Mah and Halperin also believe that concurrency increases an individual’s risk of transmitting HIV, not their risk of acquiring it. They point to studies from Uganda and Zimbabwe where HIV infection was associated with the belief that one’s partner was having concurrent relationships.

Population studies

In 2001, Lagarde and colleagues reported a study that used a standardised questionnaire to assess concurrency rates and HIV prevalence in five sub-Saharan cities. The study did not find that the two factors were correlated - for example, some lower prevalence cities had high rates of concurrency.

Lurie and Rosenthal cite this as a key study, but Martina Morris rejects the study design entirely. This is because HIV prevalence represents infections that have accumulated over many years, whereas the survey measured concurrency only in the previous year.

Mathematical modelling

Lurie and the proponents of concurrency all agree that the most powerful demonstrations of the influence of concurrency have come from simulation models. For example, Martina Morris and Mirjam Kretzschmar worked on Ugandan data and concluded that increasing the level of concurrency would have a more significant impact on epidemic spread than increasing the number of partnerships.

Lurie and Rosenthal say that even if these models show that concurrency can drive an epidemic, such theoretical work cannot demonstrate whether concurrency is actually doing so in Africa.

They also comment that other modelling studies, which found that the total number of partners or mixing between different social groups were more important than concurrency, tend not to be cited by the other authors.

In addition, in the articles published by Lurie and Helen Epstein, there is much claim and counter-claim as to the definitions used and the validity of the assumptions that were fed into the various modelling studies.

Conclusions

Mark Lurie and Samantha Rosenthal believe that the evidence base for the role of concurrency is weak and contradictory, and that better research with more refined definitions needs to take place before interventions to reduce concurrency can be delivered.

Morris counters that the studies Lurie and Rosenthal have looked at cannot prove or disprove the hypothesis. More sophisticated studies are being worked on and will give a more precise picture of concurrency’s role, “but no one argues that concurrency is irrelevant to transmission,” she says.

As such, she says it would be a “real tragedy” if methodological limitations were used to justify a do-nothing policy.

Mah and Halperin also argue that if HIV prevention interventions were never implemented until the most reliable evidence had been gathered, the only ones in use today would be male circumcision and interventions to prevent mother-to-child transmission. They believe that prevention messages which encourage people to have only one partner at a time are needed as one component of a prevention response.

References

Mah TL & Halperin DT. Concurrent sexual partnerships and the HIV epidemics in Africa: evidence to move forward. AIDS Behav published online ahead of print, 2008.

Lurie MN & Rosenthal S. Concurrent partnerships as a driver of the HIV epidemic in sub-Saharan Africa? The evidence is limited. AIDS Behav published online ahead of print, 2009.

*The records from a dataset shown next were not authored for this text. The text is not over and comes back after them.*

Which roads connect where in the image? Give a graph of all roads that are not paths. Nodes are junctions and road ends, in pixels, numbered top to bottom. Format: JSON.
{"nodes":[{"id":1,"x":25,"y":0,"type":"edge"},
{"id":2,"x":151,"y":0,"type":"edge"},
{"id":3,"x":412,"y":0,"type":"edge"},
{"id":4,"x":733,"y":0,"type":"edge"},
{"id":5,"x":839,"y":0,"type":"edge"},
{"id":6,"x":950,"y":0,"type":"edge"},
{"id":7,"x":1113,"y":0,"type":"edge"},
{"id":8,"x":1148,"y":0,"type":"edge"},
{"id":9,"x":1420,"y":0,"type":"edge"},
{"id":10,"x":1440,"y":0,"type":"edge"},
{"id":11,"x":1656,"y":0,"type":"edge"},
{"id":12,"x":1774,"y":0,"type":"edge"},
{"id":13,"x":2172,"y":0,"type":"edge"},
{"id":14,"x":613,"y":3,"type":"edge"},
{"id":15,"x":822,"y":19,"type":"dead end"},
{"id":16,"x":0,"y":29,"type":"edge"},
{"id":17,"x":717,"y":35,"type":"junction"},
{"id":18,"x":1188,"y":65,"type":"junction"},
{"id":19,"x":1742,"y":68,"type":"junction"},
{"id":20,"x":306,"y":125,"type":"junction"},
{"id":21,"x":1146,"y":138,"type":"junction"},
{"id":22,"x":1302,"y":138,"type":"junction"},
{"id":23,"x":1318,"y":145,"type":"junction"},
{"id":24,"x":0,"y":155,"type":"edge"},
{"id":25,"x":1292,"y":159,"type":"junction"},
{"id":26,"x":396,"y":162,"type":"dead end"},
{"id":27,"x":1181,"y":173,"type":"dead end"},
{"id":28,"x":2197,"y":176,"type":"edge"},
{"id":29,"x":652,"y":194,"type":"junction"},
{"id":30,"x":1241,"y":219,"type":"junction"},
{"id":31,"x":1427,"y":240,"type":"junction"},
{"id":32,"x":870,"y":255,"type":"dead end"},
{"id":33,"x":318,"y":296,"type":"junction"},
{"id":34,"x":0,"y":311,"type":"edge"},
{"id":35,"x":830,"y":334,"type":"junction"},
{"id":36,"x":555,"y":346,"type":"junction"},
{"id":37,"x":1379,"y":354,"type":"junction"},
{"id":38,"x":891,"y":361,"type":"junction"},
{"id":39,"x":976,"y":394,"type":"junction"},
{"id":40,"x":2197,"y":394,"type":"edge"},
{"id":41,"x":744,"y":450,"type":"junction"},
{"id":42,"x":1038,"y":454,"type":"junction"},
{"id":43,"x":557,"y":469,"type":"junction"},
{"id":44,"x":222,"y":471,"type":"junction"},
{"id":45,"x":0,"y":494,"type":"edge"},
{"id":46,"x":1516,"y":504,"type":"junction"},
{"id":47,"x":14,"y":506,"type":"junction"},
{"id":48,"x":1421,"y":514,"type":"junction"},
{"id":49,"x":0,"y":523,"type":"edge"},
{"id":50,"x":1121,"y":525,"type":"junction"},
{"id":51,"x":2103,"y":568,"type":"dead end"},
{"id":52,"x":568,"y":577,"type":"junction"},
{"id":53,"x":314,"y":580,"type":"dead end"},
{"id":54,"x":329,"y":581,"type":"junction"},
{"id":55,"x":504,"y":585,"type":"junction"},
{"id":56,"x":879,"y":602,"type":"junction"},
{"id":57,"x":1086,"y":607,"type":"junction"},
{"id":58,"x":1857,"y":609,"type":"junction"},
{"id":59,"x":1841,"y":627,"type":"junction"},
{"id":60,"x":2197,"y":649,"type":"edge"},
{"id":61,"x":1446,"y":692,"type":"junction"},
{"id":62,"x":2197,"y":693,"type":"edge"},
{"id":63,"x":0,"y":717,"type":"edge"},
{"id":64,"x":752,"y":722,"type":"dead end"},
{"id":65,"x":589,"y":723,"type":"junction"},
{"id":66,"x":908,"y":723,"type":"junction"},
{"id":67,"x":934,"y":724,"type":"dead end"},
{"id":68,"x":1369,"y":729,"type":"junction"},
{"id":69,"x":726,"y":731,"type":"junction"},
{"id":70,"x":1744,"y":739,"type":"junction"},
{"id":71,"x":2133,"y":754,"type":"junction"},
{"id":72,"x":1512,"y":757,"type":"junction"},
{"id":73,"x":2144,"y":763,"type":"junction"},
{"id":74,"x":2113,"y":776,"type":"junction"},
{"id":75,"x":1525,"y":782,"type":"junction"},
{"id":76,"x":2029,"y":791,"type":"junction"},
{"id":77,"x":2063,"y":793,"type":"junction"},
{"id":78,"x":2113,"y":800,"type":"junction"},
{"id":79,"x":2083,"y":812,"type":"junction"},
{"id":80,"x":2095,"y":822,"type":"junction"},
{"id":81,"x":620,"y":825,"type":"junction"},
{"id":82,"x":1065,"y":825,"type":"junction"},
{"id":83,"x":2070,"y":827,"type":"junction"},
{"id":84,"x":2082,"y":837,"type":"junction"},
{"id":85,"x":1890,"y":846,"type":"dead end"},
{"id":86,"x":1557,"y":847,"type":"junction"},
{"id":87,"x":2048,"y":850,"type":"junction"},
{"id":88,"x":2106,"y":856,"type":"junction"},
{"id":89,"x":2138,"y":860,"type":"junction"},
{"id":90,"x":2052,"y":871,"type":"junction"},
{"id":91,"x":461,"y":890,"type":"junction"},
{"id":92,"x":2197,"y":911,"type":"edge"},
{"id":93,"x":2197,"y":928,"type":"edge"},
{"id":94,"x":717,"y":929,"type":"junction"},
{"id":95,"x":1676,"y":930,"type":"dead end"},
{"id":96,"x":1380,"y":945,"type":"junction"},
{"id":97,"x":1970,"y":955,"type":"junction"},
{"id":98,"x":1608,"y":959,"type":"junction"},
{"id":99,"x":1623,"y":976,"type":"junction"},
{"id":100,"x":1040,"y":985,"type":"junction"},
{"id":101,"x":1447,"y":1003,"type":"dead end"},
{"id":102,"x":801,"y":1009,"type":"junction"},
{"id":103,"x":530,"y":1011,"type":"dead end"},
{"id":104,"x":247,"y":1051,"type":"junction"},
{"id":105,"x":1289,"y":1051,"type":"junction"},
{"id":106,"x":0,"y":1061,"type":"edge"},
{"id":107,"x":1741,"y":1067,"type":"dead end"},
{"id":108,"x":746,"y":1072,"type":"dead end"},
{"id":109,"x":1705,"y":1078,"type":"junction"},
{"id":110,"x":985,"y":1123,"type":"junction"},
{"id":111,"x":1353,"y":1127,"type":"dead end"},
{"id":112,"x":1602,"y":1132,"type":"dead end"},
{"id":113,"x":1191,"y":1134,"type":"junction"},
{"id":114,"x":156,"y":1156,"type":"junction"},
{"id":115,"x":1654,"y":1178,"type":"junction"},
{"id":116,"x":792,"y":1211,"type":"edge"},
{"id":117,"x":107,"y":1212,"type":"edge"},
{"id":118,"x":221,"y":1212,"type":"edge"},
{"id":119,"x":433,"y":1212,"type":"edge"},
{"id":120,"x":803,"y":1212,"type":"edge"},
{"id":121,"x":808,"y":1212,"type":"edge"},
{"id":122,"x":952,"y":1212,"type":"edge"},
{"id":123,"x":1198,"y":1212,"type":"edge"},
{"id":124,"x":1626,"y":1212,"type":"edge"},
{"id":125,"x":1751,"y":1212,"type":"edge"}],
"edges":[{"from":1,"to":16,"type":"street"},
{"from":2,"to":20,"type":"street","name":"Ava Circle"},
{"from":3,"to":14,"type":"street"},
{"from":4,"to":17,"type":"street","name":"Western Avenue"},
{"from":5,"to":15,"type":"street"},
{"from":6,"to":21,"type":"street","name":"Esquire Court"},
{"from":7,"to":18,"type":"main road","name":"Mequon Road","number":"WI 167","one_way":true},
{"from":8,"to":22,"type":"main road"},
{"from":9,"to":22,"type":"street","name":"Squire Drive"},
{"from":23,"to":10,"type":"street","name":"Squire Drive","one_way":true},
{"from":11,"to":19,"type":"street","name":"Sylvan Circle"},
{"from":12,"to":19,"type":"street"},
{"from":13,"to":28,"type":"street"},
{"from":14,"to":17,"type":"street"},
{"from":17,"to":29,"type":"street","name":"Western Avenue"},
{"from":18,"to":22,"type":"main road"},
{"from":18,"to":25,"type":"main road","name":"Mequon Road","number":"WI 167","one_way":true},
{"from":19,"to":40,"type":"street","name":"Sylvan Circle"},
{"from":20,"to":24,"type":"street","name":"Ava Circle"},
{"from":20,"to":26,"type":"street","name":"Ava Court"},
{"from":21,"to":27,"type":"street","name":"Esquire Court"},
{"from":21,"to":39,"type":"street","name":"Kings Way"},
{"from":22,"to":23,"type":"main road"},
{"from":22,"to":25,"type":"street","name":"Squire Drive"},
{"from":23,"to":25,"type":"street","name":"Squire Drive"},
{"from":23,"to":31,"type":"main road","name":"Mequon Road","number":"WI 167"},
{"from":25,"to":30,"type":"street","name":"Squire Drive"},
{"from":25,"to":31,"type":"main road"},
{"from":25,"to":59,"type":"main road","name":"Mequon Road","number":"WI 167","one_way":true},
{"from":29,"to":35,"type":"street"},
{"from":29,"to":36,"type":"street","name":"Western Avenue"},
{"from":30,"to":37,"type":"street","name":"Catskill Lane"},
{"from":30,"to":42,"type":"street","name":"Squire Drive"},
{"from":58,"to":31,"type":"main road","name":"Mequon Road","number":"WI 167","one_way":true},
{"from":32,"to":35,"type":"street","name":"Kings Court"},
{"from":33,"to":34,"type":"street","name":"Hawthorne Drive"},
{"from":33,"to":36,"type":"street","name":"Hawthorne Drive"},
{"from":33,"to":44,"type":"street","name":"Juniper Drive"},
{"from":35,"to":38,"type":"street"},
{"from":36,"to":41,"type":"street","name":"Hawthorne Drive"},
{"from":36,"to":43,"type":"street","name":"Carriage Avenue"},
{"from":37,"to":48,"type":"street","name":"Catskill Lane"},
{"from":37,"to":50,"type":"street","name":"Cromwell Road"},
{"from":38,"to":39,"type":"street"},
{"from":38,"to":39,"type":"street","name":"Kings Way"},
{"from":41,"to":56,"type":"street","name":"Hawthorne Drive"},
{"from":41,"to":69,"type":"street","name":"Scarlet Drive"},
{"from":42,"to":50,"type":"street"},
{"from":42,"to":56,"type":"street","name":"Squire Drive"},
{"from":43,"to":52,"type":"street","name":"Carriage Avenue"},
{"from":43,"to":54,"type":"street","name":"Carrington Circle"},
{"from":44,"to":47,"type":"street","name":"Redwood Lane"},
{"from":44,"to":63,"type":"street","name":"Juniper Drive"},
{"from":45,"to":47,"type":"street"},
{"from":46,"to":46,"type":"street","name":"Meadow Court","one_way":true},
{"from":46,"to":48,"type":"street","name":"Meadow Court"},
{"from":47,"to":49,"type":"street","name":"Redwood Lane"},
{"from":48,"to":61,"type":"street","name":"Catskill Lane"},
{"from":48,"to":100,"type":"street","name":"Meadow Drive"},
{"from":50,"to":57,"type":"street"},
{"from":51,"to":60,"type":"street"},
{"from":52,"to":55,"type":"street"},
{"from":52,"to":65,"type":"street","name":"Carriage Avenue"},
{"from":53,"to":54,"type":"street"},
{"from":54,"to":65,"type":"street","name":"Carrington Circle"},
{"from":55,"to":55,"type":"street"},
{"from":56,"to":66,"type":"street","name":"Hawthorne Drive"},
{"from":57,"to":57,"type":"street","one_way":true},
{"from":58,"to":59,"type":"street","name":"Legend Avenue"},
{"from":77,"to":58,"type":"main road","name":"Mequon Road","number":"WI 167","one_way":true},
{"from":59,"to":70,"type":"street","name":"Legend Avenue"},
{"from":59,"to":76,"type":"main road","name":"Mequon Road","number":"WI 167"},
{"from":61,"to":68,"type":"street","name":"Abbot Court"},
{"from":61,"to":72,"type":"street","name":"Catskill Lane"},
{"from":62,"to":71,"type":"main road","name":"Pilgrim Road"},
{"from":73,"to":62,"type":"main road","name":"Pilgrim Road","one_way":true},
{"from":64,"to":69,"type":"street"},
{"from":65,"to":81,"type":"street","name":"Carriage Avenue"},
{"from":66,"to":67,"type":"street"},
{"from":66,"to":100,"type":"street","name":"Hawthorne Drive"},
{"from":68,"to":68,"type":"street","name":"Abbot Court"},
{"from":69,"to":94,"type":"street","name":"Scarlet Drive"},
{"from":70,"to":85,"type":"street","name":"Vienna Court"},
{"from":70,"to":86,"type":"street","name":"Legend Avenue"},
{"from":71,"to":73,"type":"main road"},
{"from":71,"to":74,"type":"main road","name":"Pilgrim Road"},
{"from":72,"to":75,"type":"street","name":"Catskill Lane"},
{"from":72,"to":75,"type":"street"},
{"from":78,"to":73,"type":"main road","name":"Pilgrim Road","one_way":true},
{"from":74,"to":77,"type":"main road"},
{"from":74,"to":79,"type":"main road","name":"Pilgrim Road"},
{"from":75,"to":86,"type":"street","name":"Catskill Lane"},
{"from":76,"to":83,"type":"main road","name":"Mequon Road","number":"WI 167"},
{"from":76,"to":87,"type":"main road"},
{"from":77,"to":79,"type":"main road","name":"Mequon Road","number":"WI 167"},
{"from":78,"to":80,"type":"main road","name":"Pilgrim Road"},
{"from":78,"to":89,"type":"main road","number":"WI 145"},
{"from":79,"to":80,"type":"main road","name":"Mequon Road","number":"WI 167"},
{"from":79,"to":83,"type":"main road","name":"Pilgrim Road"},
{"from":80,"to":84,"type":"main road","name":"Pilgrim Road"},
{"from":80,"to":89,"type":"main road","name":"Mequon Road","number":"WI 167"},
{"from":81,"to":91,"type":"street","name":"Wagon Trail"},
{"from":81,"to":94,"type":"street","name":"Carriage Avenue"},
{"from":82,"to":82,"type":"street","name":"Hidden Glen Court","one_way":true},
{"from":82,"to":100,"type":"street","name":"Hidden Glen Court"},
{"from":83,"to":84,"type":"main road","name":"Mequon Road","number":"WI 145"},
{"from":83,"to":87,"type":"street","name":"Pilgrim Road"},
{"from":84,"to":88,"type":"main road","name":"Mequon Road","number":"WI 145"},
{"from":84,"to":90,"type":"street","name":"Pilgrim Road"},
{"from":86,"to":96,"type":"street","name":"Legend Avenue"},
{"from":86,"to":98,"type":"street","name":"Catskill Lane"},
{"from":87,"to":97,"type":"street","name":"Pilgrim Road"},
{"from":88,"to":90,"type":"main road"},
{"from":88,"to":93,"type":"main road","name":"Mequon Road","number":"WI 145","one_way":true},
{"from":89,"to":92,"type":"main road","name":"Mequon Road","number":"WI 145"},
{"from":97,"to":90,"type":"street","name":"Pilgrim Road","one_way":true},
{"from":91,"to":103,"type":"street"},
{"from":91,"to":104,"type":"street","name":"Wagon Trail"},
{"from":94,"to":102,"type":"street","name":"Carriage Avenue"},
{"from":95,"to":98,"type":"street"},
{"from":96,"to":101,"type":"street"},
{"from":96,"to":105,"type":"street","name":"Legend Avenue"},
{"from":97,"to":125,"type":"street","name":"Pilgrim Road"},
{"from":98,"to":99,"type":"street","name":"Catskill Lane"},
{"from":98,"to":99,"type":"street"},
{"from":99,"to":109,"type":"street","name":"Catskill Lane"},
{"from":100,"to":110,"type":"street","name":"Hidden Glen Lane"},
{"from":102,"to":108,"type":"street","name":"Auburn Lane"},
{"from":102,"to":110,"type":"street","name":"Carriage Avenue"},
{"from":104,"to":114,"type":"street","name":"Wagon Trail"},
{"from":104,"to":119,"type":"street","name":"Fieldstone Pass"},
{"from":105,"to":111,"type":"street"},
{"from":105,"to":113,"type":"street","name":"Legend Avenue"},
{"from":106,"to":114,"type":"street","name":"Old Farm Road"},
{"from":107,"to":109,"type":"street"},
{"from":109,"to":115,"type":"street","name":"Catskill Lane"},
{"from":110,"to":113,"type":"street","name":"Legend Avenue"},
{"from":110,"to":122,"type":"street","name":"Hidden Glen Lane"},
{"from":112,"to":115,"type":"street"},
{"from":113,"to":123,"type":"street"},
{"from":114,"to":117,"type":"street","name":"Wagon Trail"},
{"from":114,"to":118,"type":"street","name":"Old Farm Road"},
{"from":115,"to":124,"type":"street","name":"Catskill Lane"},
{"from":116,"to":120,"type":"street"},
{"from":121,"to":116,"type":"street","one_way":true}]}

Mah TL & Halperin DT. The evidence for the role of concurrent partnerships in Africa’s HIV epidemics: a response to Lurie and Rosenthal. AIDS Behav published online ahead of print, 2009.

Epstein H. The mathematics of concurrent partnerships and HIV: a commentary on Lurie and Rosenthal, 2009. AIDS Behav published online ahead of print, 2009.

Morris M. Barking up the wrong evidence tree. AIDS Behav published online ahead of print, 2009.

Lurie MN & Rosenthal S. The concurrency hypothesis in sub-Saharan Africa: convincing empirical evidence Is still lacking. Response to Mah and Halperin, Epstein, and Morris. AIDS Behav published online ahead of print, 2009.

Lurie MN et al. Concurrency driving the African HIV epidemics: where is the evidence? Lancet 374: 1420, 2009.

Shelton JD. Author’s reply. Lancet 374: 1420, 2009.